Much of the army sympathised with Machar, but in January 2014, Uganda sent troops into South Sudan to prevent Kiir's downfall (a claim the Ugandan government initially denied). That intervention greatly prolonged the war, which grows bloodier by the day. In April, Britain's secretary of state for international development, Priti Patel, equated Kiir's "scorched earth policy" and tribal targeting to acts of genocide.
Some 38,000 Somalis have sought refuge in Uganda as well, fleeing a war that is also partly of Uganda's making. In 2007, Uganda supported the disastrous US-backed Ethiopian invasion of Somalia, which nearly flattened the capital Mogadishu, causing more than half of the city's population to flee.
The aim of that intervention was to replace the ruling Islamic Courts Union (ICU) with a more secular government. But the routing of the ICU, which was led by relative moderates, backfired badly, by radicalising the group's youth wing, al-Shabaab. Today, al-Shabaab, one of the world's most frightening radical Islamist terrorist groups, controls much of the Somali countryside. The group has also attacked shopping centres, restaurants, and schools in neighbouring countries, including Nairobi's Westgate Mall in 2013 and Garissa University in northeastern Kenya, where 417 students were killed in 2015.
Finally, Uganda is home to hundreds of thousands of refugees from the Democratic Republic of the Congo, where conflict has been raging since 1996. That crisis began when the Ugandan and Rwandan armies invaded and toppled the aging dictator, Mobutu Sese Seko - and then invaded again two years later, with the aim of toppling Mobutu's successor, Laurent-Désiré Kabila.

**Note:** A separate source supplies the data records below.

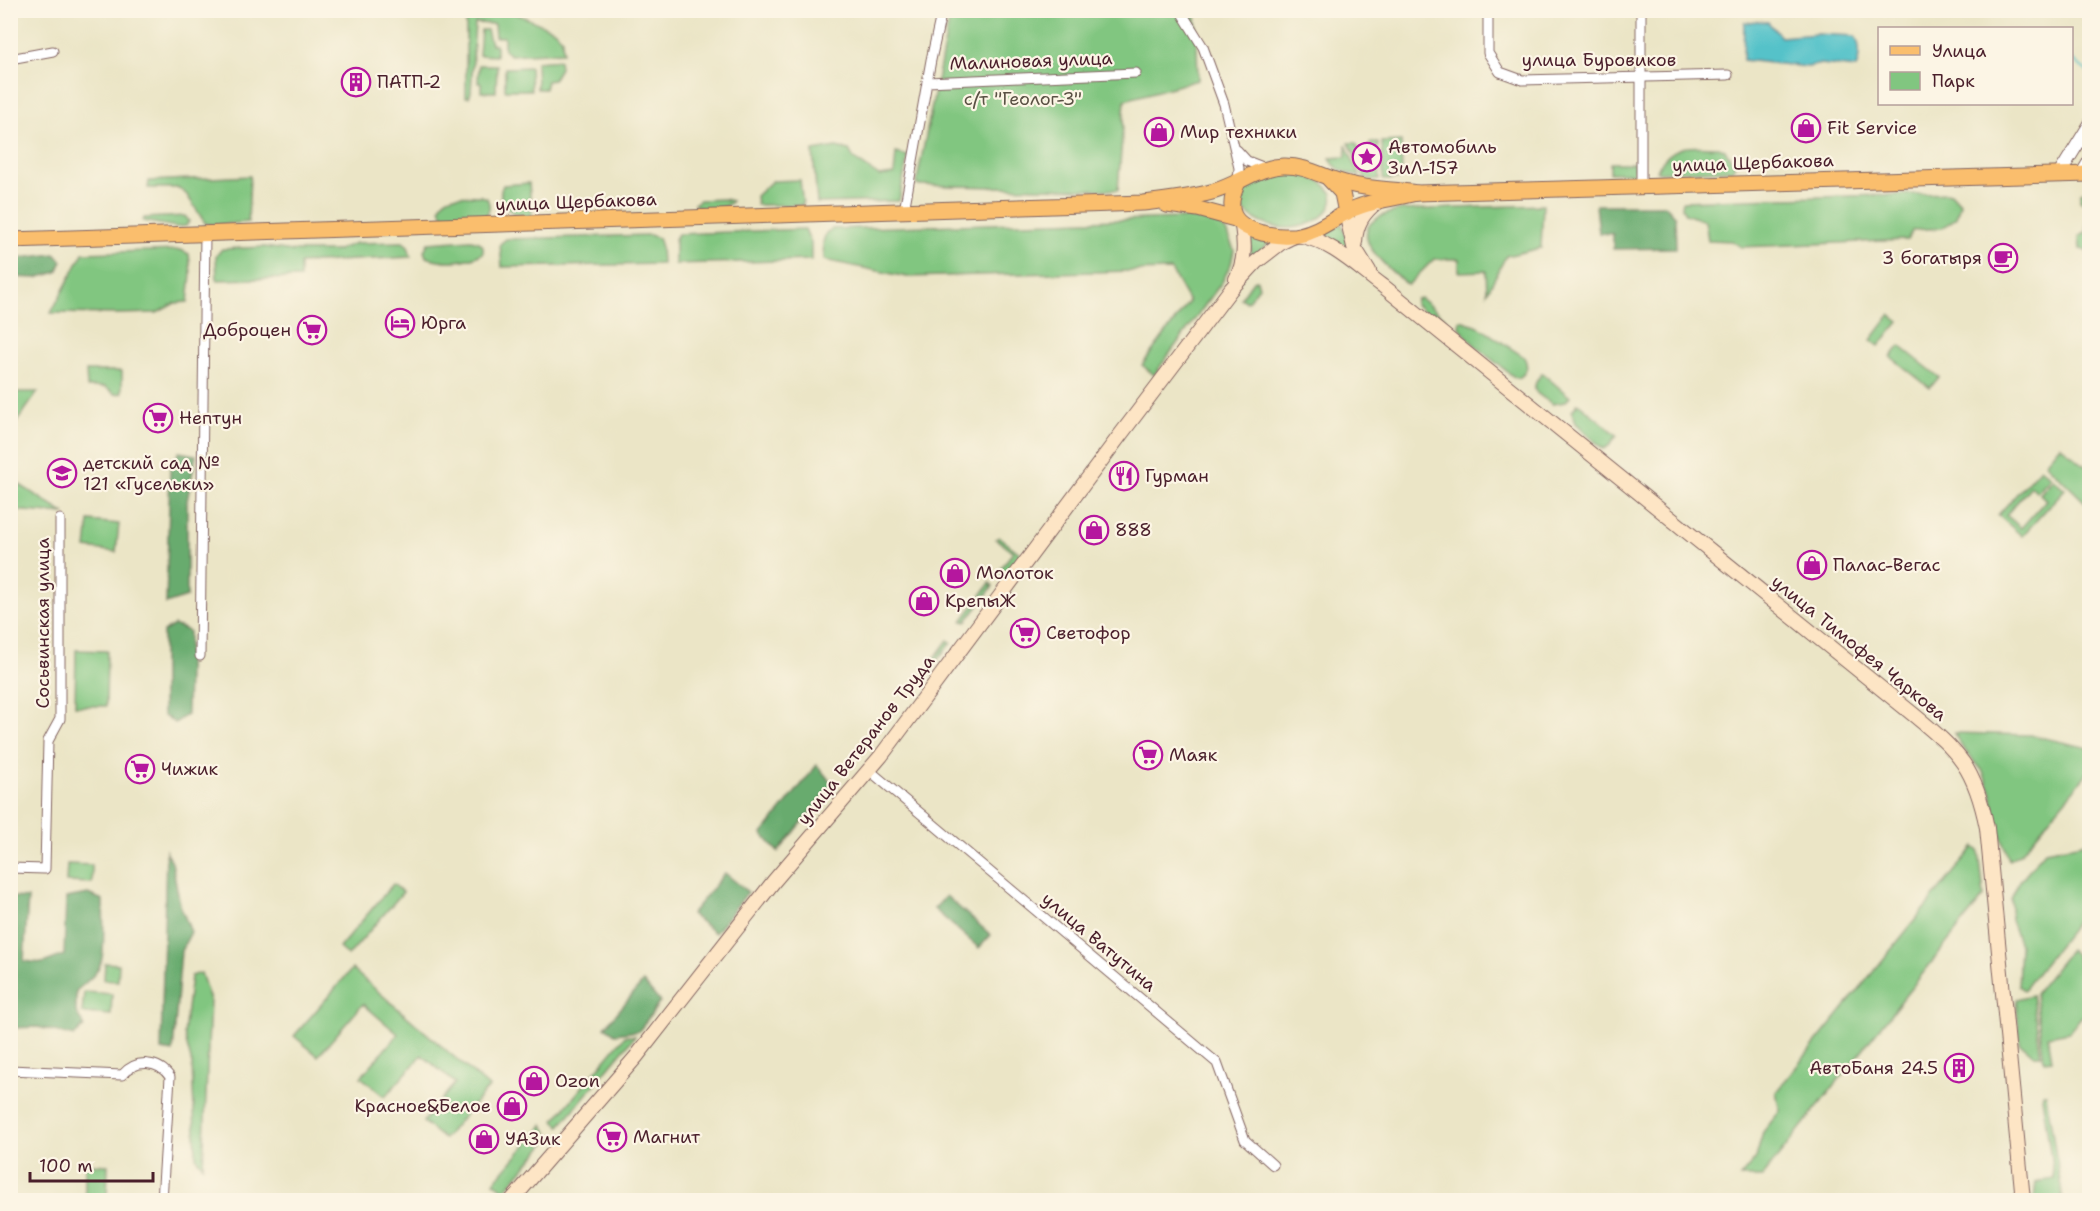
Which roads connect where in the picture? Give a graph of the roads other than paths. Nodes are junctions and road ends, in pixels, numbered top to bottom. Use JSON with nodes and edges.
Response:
{"nodes":[{"id":1,"x":942,"y":10,"type":"edge"},
{"id":2,"x":1180,"y":10,"type":"edge"},
{"id":3,"x":1488,"y":10,"type":"edge"},
{"id":4,"x":1641,"y":10,"type":"edge"},
{"id":5,"x":53,"y":51,"type":"dead end"},
{"id":6,"x":10,"y":59,"type":"edge"},
{"id":7,"x":1136,"y":73,"type":"dead end"},
{"id":8,"x":1728,"y":75,"type":"dead end"},
{"id":9,"x":1642,"y":77,"type":"junction"},
{"id":10,"x":927,"y":82,"type":"junction"},
{"id":11,"x":2090,"y":124,"type":"edge"},
{"id":12,"x":1235,"y":148,"type":"junction"},
{"id":13,"x":2090,"y":160,"type":"edge"},
{"id":14,"x":1267,"y":168,"type":"junction"},
{"id":15,"x":2085,"y":175,"type":"edge"},
{"id":16,"x":2058,"y":176,"type":"junction"},
{"id":17,"x":1327,"y":177,"type":"junction"},
{"id":18,"x":1238,"y":182,"type":"junction"},
{"id":19,"x":1641,"y":186,"type":"junction"},
{"id":20,"x":1417,"y":193,"type":"junction"},
{"id":21,"x":1377,"y":202,"type":"junction"},
{"id":22,"x":1143,"y":203,"type":"junction"},
{"id":23,"x":904,"y":211,"type":"junction"},
{"id":24,"x":1346,"y":213,"type":"junction"},
{"id":25,"x":1239,"y":223,"type":"junction"},
{"id":26,"x":205,"y":234,"type":"junction"},
{"id":27,"x":1296,"y":236,"type":"junction"},
{"id":28,"x":10,"y":240,"type":"edge"},
{"id":29,"x":1354,"y":247,"type":"junction"},
{"id":30,"x":1383,"y":286,"type":"junction"},
{"id":31,"x":1231,"y":289,"type":"junction"},
{"id":32,"x":60,"y":519,"type":"dead end"},
{"id":33,"x":200,"y":656,"type":"dead end"},
{"id":34,"x":869,"y":770,"type":"junction"},
{"id":35,"x":10,"y":867,"type":"edge"},
{"id":36,"x":10,"y":1070,"type":"edge"},
{"id":37,"x":1273,"y":1165,"type":"dead end"},
{"id":38,"x":162,"y":1200,"type":"edge"},
{"id":39,"x":512,"y":1200,"type":"edge"},
{"id":40,"x":2023,"y":1200,"type":"edge"}],
"edges":[{"from":1,"to":10,"type":"street"},
{"from":2,"to":12,"type":"street"},
{"from":3,"to":9,"type":"street","name":"улица Буровиков"},
{"from":4,"to":9,"type":"street"},
{"from":5,"to":6,"type":"street"},
{"from":7,"to":10,"type":"street","name":"Малиновая улица"},
{"from":8,"to":9,"type":"street","name":"улица Буровиков"},
{"from":9,"to":19,"type":"street"},
{"from":10,"to":23,"type":"street"},
{"from":11,"to":16,"type":"street"},
{"from":12,"to":14,"type":"street"},
{"from":12,"to":18,"type":"street"},
{"from":13,"to":15,"type":"street"},
{"from":14,"to":17,"type":"main road"},
{"from":14,"to":18,"type":"main road"},
{"from":15,"to":16,"type":"main road","name":"улица Щербакова"},
{"from":16,"to":19,"type":"main road","name":"улица Щербакова"},
{"from":17,"to":20,"type":"main road"},
{"from":17,"to":24,"type":"main road"},
{"from":18,"to":22,"type":"main road"},
{"from":18,"to":25,"type":"main road"},
{"from":19,"to":20,"type":"main road","name":"улица Щербакова"},
{"from":20,"to":21,"type":"main road"},
{"from":21,"to":24,"type":"main road"},
{"from":21,"to":29,"type":"main road"},
{"from":22,"to":23,"type":"main road","name":"улица Щербакова"},
{"from":22,"to":25,"type":"main road"},
{"from":23,"to":26,"type":"main road","name":"улица Щербакова"},
{"from":24,"to":27,"type":"main road"},
{"from":24,"to":29,"type":"main road"},
{"from":25,"to":27,"type":"main road"},
{"from":25,"to":31,"type":"main road"},
{"from":26,"to":28,"type":"main road","name":"улица Щербакова"},
{"from":26,"to":33,"type":"street"},
{"from":27,"to":30,"type":"main road"},
{"from":27,"to":31,"type":"main road"},
{"from":29,"to":30,"type":"main road"},
{"from":30,"to":40,"type":"main road","name":"улица Тимофея Чаркова"},
{"from":31,"to":34,"type":"main road","name":"улица Ветеранов Труда"},
{"from":32,"to":35,"type":"street","name":"Сосьвинская улица"},
{"from":34,"to":37,"type":"street","name":"улица Ватутина"},
{"from":34,"to":39,"type":"main road","name":"улица Ветеранов Труда"},
{"from":36,"to":38,"type":"street"}]}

Mobutu was no angel; while his people languished in poverty, he decorated his lavish jungle palace with Murano glass chandeliers, quaffed pink champagne, and built a private airport that could land the Concorde. But after his ouster, life for the Congolese people became immeasurably worse, as Ugandan- and Rwandan-backed militia groups, including the notorious March 23 Movement, wreaked havoc on the country. Ugandan military officers, including members of Museveni's family, have also been accused of looting billions of dollars' worth of gold, diamonds, and other natural resources from Congo's eastern provinces. The number of casualties - not just from the violence, but also the collapse of health services and other consequences of state failure - is probably in the millions.
What Guterres and Uganda's donors need to understand is that Museveni is a trickster, like the hare in a classical African folktale. Since coming to power by force more than 30 years ago, he has cooperated with the West's War on Terror, and championed the neoliberal economic reforms pushed by the World Bank. These pro-Western policies have earned him near-total impunity, along with over $20 billion worth of military and development assistance.
Because of corruption, the aid money provided to Uganda has done little to improve the well-being of the Ugandan people, whose rates of illiteracy, mortality, and poverty surpass those of many neighbouring countries. According to US government surveys, Uganda's children are among the world's least likely to complete primary school, and are nearly twice as likely as children in Kenya and Rwanda to die.
While Museveni and his cronies preside over what one American diplomat has called an "all-you-can-eat corruption buffet," the West's continued support for him prevents the region's people from controlling their own destinies and fuels further crises.
Guterres' decision to co-host the refugee event in Kampala with an author of the calamities in the refugees' homelands dishonoured the victims he hoped to assist. Uganda needs diplomatic pressure to stop stoking conflicts, not another opportunity to profit from Western naiveté.
Helen C. Epstein teaches at Bard College. Her book, Another Fine Mess: America, Uganda and the War on Terror, will be published in September.
Project Syndicate, 2017.
[email protected]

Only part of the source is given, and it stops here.